What happened

Shares of Teladoc Health (NYSE:TDOC) slipped last month as a strong third-quarter earnings report wasn't enough to counteract headwinds around the closing of its merger with Livongo Health and a broader sell-off in tech stocks at the end of the month.

According to data from S&P Global Market Intelligence, the stock finished the month down 10%, and as you can see from the chart, it was mostly a quiet month for the telehealth leader until it slipped in the last week of October.

TDOC Chart

TDOC data by YCharts

So what

Teladoc's third-quarter results, which came out after hours on Oct. 28, show the company continued to enjoy strong growth from the coronavirus pandemic. In fact, revenue growth actually accelerated from the second quarter to the third as it posted top-line growth of 109% to $288.8 million, beating the analyst consensus at $282 million, and the company's own guidance at $285 million. Meanwhile, total visits more than tripled, climbing 206% to 2.8 million, showing adoption of its platform is rapidly increasing.

A woman and a child having a teleconference with a doctor on an iPad.

Image source: Teladoc Health.

Its adjusted loss per share narrowed from $0.28 in the quarter a year ago to $0.13, easily beating expectations at $0.30. 

CEO Jason Gorevic said, "Our strong third-quarter results exceeded expectations, driven by broad-based strength across the business and building on the momentum we saw in the first half of the year."

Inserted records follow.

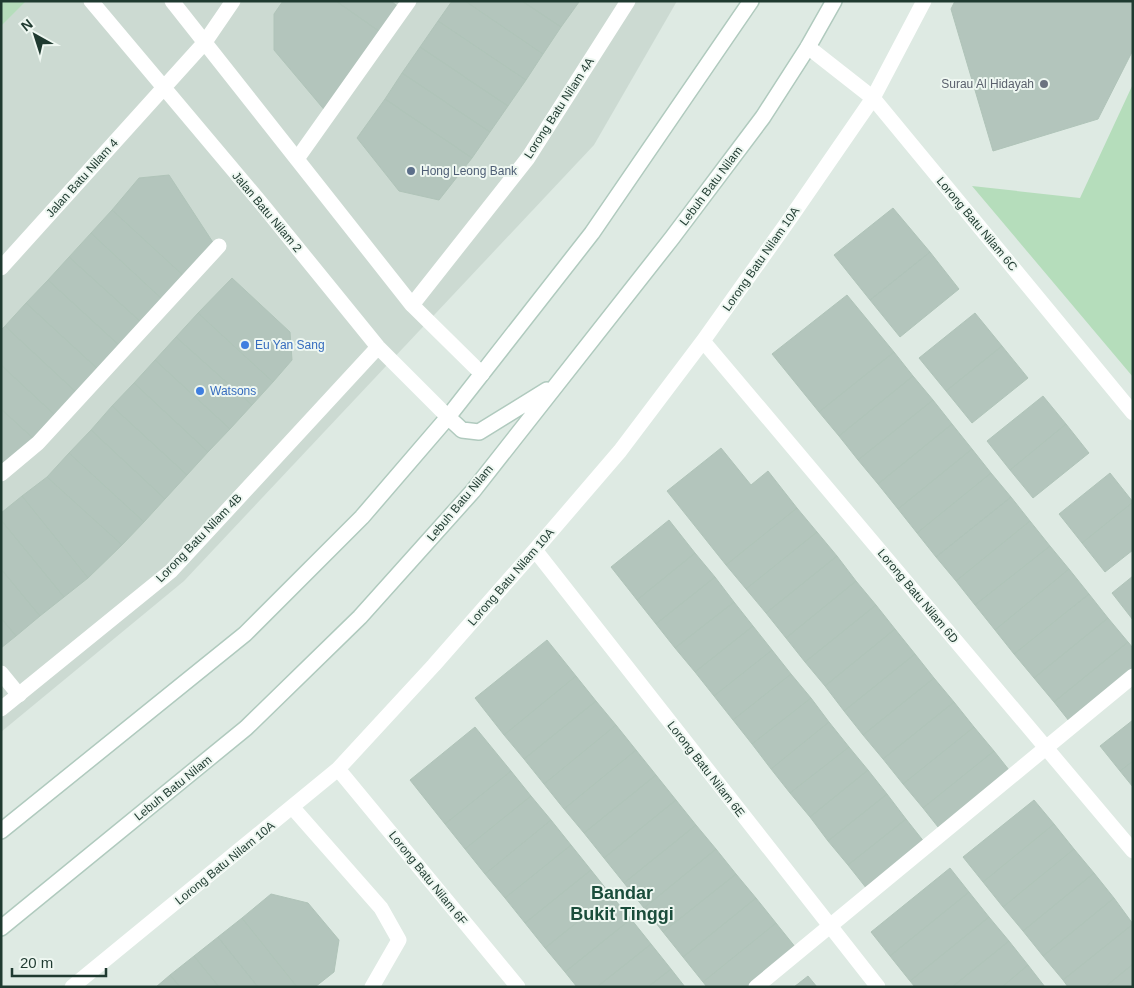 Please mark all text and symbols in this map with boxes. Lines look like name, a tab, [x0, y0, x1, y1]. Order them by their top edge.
north arrow	[10, 10, 60, 60]
text: N	[18, 15, 36, 34]
street label: Lorong Batu Nilam 4A	[521, 55, 597, 161]
place label: Surau Al Hidayah	[941, 77, 1034, 91]
marker: Surau Al Hidayah	[1038, 78, 1050, 90]
street label: Jalan Batu Nilam 4	[43, 136, 121, 220]
street label: Lebuh Batu Nilam	[677, 144, 745, 228]
place label: Hong Leong Bank	[421, 164, 518, 178]
marker: Hong Leong Bank	[405, 165, 417, 177]
street label: Jalan Batu Nilam 2	[229, 169, 305, 255]
street label: Lorong Batu Nilam 6C	[934, 174, 1021, 274]
street label: Lorong Batu Nilam 10A	[720, 204, 802, 314]
place label: Eu Yan Sang	[255, 338, 325, 352]
marker: Eu Yan Sang	[239, 339, 251, 351]
place label: Watsons	[210, 384, 256, 398]
marker: Watsons	[194, 385, 206, 397]
street label: Lebuh Batu Nilam	[424, 462, 496, 544]
street label: Lorong Batu Nilam 4B	[153, 491, 245, 585]
street label: Lorong Batu Nilam 10A	[465, 526, 557, 628]
street label: Lorong Batu Nilam 6D	[875, 546, 962, 646]
street label: Lorong Batu Nilam 6E	[664, 718, 748, 820]
street label: Lebuh Batu Nilam	[132, 753, 214, 823]
street label: Lorong Batu Nilam 10A	[172, 819, 278, 907]
street label: Lorong Batu Nilam 6F	[386, 828, 470, 928]
district label: Bandar Bukit Tinggi	[570, 883, 674, 924]
scale bar	[12, 946, 106, 978]
text: 20 m	[20, 954, 53, 971]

Despite those results and solid guidance for the fourth quarter, the stock fell 4% the following day and tumbled on Oct. 30 when Teladoc announced the closing of its merger with Livongo Health. Investors had given a thumbs-down to the deal when it was first announced in August, so a modest sell-off wouldn't have been surprising, and a broader crash in tech stocks after several FAANG names reported earnings also seemed to contribute to the slide.

Now what

The stock market came under pressure last week as rising coronavirus cases in the U.S. and Europe prompted some lockdown measures in Europe and fears that the pandemic would spin out of control at home. However, as a "stay-at-home" stock, Teladoc is well-positioned to thrive in such an environment, so it's strange that the stock retreated last week. If the pandemic continues to worsen over the winter, this healthcare stock should see strong growth as more patients and doctors embrace its telehealth platform.